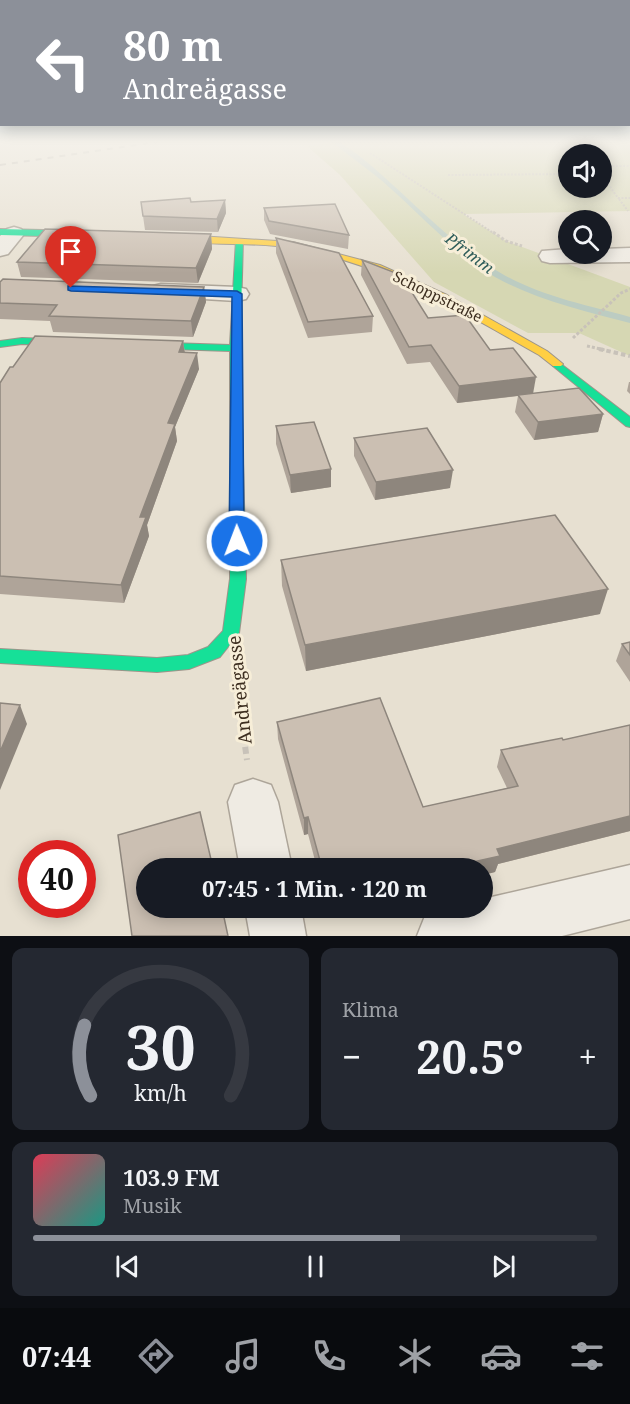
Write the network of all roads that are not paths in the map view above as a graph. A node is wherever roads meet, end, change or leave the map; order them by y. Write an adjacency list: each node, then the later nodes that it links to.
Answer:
1 (7, 232): 2 (street); 5 (street)
2 (102, 234)
3 (159, 237): 4 (street, Schoppstraße)
4 (239, 241): 9 (street, Andreägasse); 14 (street, Schoppstraße)
5 (0, 249)
6 (630, 255): 7 (street)
7 (550, 256)
8 (142, 290): 9 (street)
9 (237, 294): 13 (street, Andreägasse)
10 (93, 343): 11 (street)
11 (0, 344)
12 (128, 345): 13 (street)
13 (235, 348): 15 (street, Andreägasse)
14 (630, 423)
15 (0, 656)
16 (253, 802): 17 (street)
17 (264, 858)
18 (630, 892): 21 (street)
19 (275, 918): 20 (street)
20 (278, 936)
21 (445, 936)

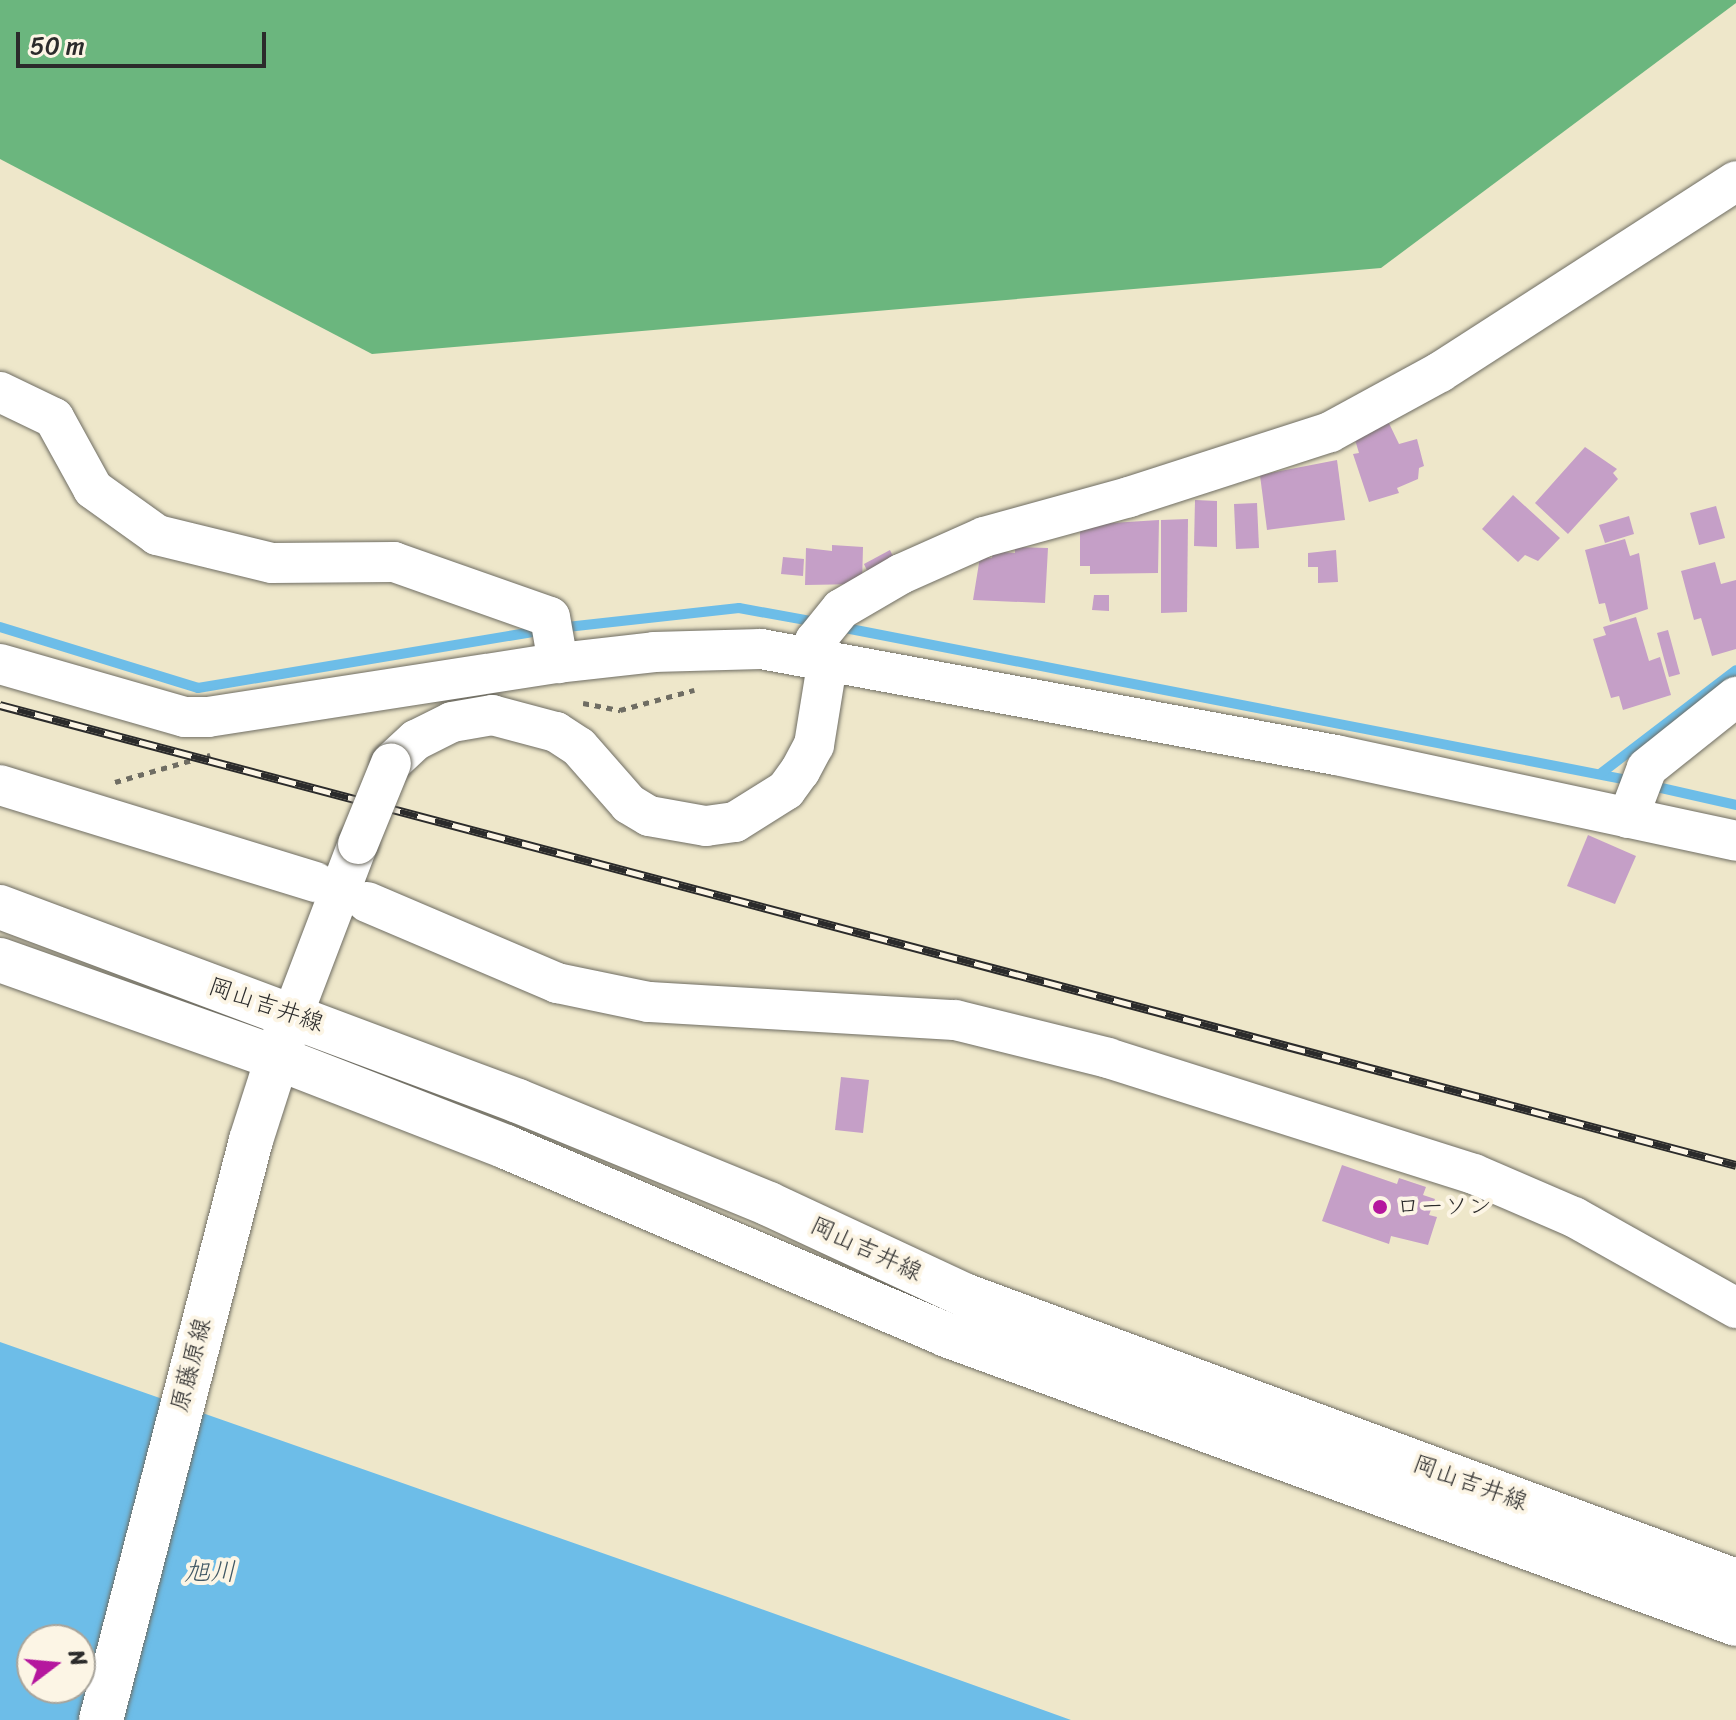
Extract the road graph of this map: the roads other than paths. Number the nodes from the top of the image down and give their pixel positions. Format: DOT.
graph roads {
  1 [pos="1736,181"];
  2 [pos="0,392"];
  3 [pos="554,639"];
  4 [pos="818,652"];
  5 [pos="0,664"];
  6 [pos="1736,697"];
  7 [pos="0,785"];
  8 [pos="1636,794"];
  9 [pos="1736,841"];
  10 [pos="315,882"];
  11 [pos="367,902"];
  12 [pos="0,907"];
  13 [pos="0,960"];
  14 [pos="293,1014"];
  15 [pos="277,1058"];
  16 [pos="1736,1308"];
  17 [pos="1736,1581"];
  18 [pos="1736,1624"];
  19 [pos="101,1720"];
  1 -- 4 [label="street"];
  2 -- 3 [label="street"];
  3 -- 4 [label="street"];
  3 -- 5 [label="street"];
  4 -- 8 [label="street"];
  4 -- 14 [label="street, bridge"];
  6 -- 8 [label="street"];
  7 -- 10 [label="street"];
  8 -- 9 [label="street"];
  11 -- 16 [label="street"];
  12 -- 14 [label="main road, 岡山吉井線"];
  13 -- 15 [label="main road, 岡山吉井線"];
  14 -- 15 [label="main road, 原藤原線"];
  14 -- 17 [label="main road, 岡山吉井線"];
  15 -- 18 [label="main road, 岡山吉井線"];
  15 -- 19 [label="main road, 原藤原線"];
}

___

— WORK REQUEST —
Your answer should be an exact copy of the records above, with no pictures in it.

— TASK ANSWER —
Write the network of all roads that are not paths in the map view above as a graph. A node is wherever roads meet, end, change or leave the map; order them by y. Write an adjacency list: each node, then the later nodes that it links to.
Answer:
1 (7, 232): 2 (street); 5 (street)
2 (102, 234)
3 (159, 237): 4 (street, Schoppstraße)
4 (239, 241): 9 (street, Andreägasse); 14 (street, Schoppstraße)
5 (0, 249)
6 (630, 255): 7 (street)
7 (550, 256)
8 (142, 290): 9 (street)
9 (237, 294): 13 (street, Andreägasse)
10 (93, 343): 11 (street)
11 (0, 344)
12 (128, 345): 13 (street)
13 (235, 348): 15 (street, Andreägasse)
14 (630, 423)
15 (0, 656)
16 (253, 802): 17 (street)
17 (264, 858)
18 (630, 892): 21 (street)
19 (275, 918): 20 (street)
20 (278, 936)
21 (445, 936)

Extract the road graph of this map: the roads other than paths. Number the nodes from the top of the image down and give their pixel positions. Format: DOT.
graph roads {
  1 [pos="1736,181"];
  2 [pos="0,392"];
  3 [pos="554,639"];
  4 [pos="818,652"];
  5 [pos="0,664"];
  6 [pos="1736,697"];
  7 [pos="0,785"];
  8 [pos="1636,794"];
  9 [pos="1736,841"];
  10 [pos="315,882"];
  11 [pos="367,902"];
  12 [pos="0,907"];
  13 [pos="0,960"];
  14 [pos="293,1014"];
  15 [pos="277,1058"];
  16 [pos="1736,1308"];
  17 [pos="1736,1581"];
  18 [pos="1736,1624"];
  19 [pos="101,1720"];
  1 -- 4 [label="street"];
  2 -- 3 [label="street"];
  3 -- 4 [label="street"];
  3 -- 5 [label="street"];
  4 -- 8 [label="street"];
  4 -- 14 [label="street, bridge"];
  6 -- 8 [label="street"];
  7 -- 10 [label="street"];
  8 -- 9 [label="street"];
  11 -- 16 [label="street"];
  12 -- 14 [label="main road, 岡山吉井線"];
  13 -- 15 [label="main road, 岡山吉井線"];
  14 -- 15 [label="main road, 原藤原線"];
  14 -- 17 [label="main road, 岡山吉井線"];
  15 -- 18 [label="main road, 岡山吉井線"];
  15 -- 19 [label="main road, 原藤原線"];
}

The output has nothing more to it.